# Training with Power - CTL, ATL and TSB



## Ericv2010 (Nov 30, 2010)

To start off, I just want to note that I'm very new to training with a powermeter. I picked up a powertap PRO+ just before the holidays and for christmas, I received Allen and Coggan's "Training and Racing with a power meter" - I'm approximately 50% of the way through it at this point.

I've been logging power data since approximately the 1st of January and since that time, I've noticed my TSB drop from -15 to -54. Over the same period, my ATL has increased from 22 to 78. My CTL for the same period has increased from 6 to 24.

I understand that my ATL is influenced by my training/rest balance over the last 2 weeks while my CTL score is made up of my training/rest balance over the last 3 months with increased ATL scores essentially 'dragging up' my CTL score.

For those familiar with TrainingPeaks (online site, not WKO+ desktop version) and with the principles of training with power, my basic question is as follows: 

If my both my ATL and CTL have increased (and are positive) since January 1st, why is it that my TSB has decreased (and has never been positive)?

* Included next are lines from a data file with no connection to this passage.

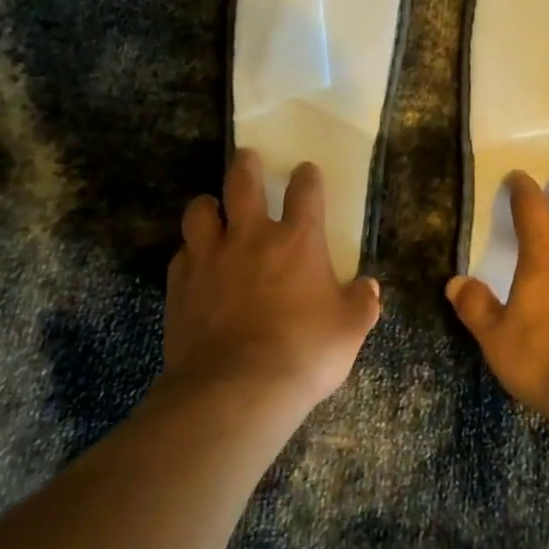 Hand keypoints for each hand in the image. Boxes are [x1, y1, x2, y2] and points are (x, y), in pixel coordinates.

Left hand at [163, 149, 380, 413]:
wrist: (236, 389)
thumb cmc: (305, 352)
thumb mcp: (350, 329)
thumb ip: (361, 302)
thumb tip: (369, 287)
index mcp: (298, 240)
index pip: (305, 191)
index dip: (307, 177)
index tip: (306, 172)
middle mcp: (251, 237)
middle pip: (242, 182)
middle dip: (246, 165)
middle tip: (248, 159)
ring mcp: (210, 258)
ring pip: (200, 211)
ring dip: (208, 205)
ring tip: (213, 210)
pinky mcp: (180, 285)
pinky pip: (182, 255)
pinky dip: (190, 253)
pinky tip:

Based on what I know/have read, it would seem as if the TSB would fall somewhere between the CTL and the ATL scores.

can someone help please?
eric


----------



## asgelle (Apr 21, 2003)

TSB=CTL-ATL. 6-22=-16. 24-78=-54 

Unless you put in accurate starting values for CTL and ATL starting Jan 1, none of these values should be considered reliable for at least a couple of months.


----------



## kbiker3111 (Nov 7, 2006)

Yeah, since your ATL accumulates faster than your CTL, it won't be accurate until a few months in.


----------



## 196nautique (Sep 23, 2005)

TSB will be negative until your CTL number is closer to your ATL.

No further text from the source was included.